* Source information:
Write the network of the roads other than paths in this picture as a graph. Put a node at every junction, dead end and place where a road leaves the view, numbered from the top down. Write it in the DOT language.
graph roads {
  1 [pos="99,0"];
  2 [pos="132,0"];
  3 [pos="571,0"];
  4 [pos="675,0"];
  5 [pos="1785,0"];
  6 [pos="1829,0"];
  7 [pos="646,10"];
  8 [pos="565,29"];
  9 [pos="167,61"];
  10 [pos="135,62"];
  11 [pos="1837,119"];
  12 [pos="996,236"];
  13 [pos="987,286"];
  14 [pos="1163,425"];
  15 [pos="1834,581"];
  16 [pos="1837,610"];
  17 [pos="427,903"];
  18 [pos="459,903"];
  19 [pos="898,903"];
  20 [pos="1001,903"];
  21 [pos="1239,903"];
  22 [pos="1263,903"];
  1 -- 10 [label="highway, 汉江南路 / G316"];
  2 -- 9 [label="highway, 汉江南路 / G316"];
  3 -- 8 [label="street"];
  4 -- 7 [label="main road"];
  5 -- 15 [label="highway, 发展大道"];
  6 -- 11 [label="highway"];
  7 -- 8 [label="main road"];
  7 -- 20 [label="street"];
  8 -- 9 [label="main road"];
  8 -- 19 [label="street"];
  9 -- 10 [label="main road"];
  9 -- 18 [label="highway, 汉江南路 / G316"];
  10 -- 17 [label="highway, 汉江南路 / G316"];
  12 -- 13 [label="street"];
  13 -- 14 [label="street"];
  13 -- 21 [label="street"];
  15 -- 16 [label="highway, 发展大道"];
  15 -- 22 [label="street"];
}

* What is needed:
All entries should be restated word for word.

* Finished task:
Write the network of the roads other than paths in this picture as a graph. Put a node at every junction, dead end and place where a road leaves the view, numbered from the top down. Write it in the DOT language.
graph roads {
  1 [pos="99,0"];
  2 [pos="132,0"];
  3 [pos="571,0"];
  4 [pos="675,0"];
  5 [pos="1785,0"];
  6 [pos="1829,0"];
  7 [pos="646,10"];
  8 [pos="565,29"];
  9 [pos="167,61"];
  10 [pos="135,62"];
  11 [pos="1837,119"];
  12 [pos="996,236"];
  13 [pos="987,286"];
  14 [pos="1163,425"];
  15 [pos="1834,581"];
  16 [pos="1837,610"];
  17 [pos="427,903"];
  18 [pos="459,903"];
  19 [pos="898,903"];
  20 [pos="1001,903"];
  21 [pos="1239,903"];
  22 [pos="1263,903"];
  1 -- 10 [label="highway, 汉江南路 / G316"];
  2 -- 9 [label="highway, 汉江南路 / G316"];
  3 -- 8 [label="street"];
  4 -- 7 [label="main road"];
  5 -- 15 [label="highway, 发展大道"];
  6 -- 11 [label="highway"];
  7 -- 8 [label="main road"];
  7 -- 20 [label="street"];
  8 -- 9 [label="main road"];
  8 -- 19 [label="street"];
  9 -- 10 [label="main road"];
  9 -- 18 [label="highway, 汉江南路 / G316"];
  10 -- 17 [label="highway, 汉江南路 / G316"];
  12 -- 13 [label="street"];
  13 -- 14 [label="street"];
  13 -- 21 [label="street"];
  15 -- 16 [label="highway, 发展大道"];
  15 -- 22 [label="street"];
}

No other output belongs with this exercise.